## WHAT NEEDS TO BE DONE:
From the listing below, return every line with the string "Katib" in it.

## DATA FOR PROCESSING:

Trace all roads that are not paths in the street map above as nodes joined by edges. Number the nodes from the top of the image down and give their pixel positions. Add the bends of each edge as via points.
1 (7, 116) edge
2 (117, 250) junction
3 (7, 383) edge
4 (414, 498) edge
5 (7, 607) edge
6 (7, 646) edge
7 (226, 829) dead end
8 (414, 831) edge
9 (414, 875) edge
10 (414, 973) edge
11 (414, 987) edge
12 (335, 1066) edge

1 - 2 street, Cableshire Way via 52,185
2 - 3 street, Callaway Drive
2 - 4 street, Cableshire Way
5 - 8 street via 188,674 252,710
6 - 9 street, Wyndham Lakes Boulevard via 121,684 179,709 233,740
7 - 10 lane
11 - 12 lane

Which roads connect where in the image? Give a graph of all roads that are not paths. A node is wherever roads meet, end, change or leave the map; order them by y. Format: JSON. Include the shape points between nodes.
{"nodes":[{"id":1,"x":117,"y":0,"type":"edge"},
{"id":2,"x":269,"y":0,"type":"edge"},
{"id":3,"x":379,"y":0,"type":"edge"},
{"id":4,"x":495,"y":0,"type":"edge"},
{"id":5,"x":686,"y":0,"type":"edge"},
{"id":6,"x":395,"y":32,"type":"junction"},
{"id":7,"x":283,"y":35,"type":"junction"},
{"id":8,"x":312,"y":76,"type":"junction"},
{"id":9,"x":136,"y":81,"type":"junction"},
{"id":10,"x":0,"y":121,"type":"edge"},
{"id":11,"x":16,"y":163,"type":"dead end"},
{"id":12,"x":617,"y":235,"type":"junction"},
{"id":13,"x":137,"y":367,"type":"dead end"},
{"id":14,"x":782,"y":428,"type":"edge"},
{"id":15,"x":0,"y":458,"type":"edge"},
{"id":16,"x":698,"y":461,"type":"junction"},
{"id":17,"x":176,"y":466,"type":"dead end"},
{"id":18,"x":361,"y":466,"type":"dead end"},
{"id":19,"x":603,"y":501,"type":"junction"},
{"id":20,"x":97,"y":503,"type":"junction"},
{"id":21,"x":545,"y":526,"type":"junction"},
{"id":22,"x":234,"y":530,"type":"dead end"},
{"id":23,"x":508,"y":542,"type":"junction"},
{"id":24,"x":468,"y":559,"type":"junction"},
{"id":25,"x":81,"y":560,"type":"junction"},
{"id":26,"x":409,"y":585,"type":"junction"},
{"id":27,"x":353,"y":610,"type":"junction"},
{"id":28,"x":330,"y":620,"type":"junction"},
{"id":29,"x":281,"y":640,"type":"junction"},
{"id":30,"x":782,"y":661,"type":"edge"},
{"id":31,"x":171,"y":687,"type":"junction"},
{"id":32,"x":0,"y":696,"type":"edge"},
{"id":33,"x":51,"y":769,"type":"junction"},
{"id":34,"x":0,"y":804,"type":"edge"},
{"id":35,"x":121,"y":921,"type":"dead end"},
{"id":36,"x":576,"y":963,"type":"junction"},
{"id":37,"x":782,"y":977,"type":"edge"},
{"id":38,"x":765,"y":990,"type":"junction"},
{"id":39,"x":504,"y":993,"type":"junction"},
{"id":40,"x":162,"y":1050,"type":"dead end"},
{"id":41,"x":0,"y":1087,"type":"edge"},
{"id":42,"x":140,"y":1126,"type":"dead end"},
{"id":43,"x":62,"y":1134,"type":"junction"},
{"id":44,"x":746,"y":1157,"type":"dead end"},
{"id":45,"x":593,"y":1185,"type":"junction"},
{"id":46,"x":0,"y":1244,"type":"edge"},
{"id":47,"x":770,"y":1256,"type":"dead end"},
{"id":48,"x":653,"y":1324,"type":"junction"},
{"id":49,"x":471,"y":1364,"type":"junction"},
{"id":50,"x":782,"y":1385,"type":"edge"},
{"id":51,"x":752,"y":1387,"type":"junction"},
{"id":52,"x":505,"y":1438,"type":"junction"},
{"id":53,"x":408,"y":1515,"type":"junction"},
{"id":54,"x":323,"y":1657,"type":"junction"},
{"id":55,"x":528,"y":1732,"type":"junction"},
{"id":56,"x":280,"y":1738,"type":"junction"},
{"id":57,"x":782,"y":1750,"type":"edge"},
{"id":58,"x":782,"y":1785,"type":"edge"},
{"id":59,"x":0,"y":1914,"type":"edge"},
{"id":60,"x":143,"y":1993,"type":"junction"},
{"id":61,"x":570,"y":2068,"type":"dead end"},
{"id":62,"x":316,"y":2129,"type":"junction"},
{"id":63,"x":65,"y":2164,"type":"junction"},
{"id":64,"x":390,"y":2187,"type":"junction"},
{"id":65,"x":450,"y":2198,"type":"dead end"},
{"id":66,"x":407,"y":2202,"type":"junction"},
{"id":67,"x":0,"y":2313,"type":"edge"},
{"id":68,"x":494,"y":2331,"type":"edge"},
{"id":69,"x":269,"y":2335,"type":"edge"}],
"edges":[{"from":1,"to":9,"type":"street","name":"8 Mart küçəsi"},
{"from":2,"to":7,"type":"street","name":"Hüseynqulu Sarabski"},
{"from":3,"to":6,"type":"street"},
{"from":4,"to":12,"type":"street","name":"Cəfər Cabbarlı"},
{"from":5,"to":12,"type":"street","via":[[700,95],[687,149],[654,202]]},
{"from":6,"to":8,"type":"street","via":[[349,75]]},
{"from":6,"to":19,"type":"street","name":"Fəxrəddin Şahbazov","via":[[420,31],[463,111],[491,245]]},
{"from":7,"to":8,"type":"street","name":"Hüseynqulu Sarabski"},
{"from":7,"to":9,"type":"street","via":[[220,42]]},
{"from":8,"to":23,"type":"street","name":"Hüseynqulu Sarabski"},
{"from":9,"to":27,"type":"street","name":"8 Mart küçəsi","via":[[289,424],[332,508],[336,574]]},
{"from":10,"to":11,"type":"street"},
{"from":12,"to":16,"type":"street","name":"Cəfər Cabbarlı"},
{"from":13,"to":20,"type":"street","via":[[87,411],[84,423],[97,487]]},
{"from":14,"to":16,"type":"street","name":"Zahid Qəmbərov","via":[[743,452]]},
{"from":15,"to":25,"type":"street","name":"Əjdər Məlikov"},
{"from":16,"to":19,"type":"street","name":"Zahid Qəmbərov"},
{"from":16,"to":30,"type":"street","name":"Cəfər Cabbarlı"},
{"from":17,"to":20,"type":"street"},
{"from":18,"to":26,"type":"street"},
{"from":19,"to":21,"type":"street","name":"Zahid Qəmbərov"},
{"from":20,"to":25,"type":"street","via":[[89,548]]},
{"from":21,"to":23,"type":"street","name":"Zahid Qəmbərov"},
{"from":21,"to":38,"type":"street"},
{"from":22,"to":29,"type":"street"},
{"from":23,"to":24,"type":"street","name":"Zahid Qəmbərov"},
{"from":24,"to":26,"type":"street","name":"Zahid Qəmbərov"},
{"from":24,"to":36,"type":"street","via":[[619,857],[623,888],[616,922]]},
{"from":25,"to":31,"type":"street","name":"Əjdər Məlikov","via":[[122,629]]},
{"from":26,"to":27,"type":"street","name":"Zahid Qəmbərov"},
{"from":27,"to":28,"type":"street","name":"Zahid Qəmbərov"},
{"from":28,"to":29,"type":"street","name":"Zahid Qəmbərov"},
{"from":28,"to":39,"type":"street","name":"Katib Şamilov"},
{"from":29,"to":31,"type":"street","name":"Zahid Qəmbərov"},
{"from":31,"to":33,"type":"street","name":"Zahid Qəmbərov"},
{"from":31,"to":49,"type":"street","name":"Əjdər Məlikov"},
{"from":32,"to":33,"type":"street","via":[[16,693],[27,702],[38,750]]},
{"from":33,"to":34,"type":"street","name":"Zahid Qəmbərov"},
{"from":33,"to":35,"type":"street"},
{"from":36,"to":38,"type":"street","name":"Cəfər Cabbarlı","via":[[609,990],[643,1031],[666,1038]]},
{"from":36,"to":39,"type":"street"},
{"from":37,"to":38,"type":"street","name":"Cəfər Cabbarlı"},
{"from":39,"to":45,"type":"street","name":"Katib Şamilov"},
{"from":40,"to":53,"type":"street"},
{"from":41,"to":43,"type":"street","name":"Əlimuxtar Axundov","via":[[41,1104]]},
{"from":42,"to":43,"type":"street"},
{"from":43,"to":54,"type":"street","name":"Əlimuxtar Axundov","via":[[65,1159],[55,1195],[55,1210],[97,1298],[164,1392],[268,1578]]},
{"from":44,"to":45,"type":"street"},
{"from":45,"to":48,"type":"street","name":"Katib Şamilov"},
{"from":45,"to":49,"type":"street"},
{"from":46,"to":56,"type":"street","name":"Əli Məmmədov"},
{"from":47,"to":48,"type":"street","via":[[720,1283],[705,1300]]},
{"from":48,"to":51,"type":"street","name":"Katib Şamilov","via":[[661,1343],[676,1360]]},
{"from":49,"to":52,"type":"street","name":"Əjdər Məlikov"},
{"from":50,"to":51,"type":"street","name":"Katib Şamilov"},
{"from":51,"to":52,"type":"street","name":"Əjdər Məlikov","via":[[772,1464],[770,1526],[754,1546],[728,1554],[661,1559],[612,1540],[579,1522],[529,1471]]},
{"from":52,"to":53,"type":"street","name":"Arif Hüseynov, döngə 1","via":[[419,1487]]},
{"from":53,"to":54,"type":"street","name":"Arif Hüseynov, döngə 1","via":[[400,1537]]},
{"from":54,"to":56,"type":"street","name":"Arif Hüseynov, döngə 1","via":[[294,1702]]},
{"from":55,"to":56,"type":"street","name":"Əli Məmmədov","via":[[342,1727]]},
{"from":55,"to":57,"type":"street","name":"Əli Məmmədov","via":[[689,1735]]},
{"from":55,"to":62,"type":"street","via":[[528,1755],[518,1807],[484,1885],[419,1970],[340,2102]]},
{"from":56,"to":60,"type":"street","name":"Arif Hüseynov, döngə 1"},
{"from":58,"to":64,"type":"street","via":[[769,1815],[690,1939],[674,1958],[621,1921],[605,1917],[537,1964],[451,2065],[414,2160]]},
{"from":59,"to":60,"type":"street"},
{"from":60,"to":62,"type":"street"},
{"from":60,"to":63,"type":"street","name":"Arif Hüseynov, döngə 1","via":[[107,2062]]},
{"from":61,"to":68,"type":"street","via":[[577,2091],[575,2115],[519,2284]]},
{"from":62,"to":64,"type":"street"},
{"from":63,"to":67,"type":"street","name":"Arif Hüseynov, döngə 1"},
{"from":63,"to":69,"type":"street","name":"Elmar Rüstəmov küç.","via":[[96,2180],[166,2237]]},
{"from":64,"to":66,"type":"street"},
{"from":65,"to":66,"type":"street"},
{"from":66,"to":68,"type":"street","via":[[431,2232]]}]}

## TASK OUTPUT:
{"from":28,"to":39,"type":"street","name":"Katib Şamilov"},
{"from":39,"to":45,"type":"street","name":"Katib Şamilov"},
{"from":45,"to":48,"type":"street","name":"Katib Şamilov"},
{"from":48,"to":51,"type":"street","name":"Katib Şamilov","via":[[661,1343],[676,1360]]},
{"from":50,"to":51,"type":"street","name":"Katib Şamilov"},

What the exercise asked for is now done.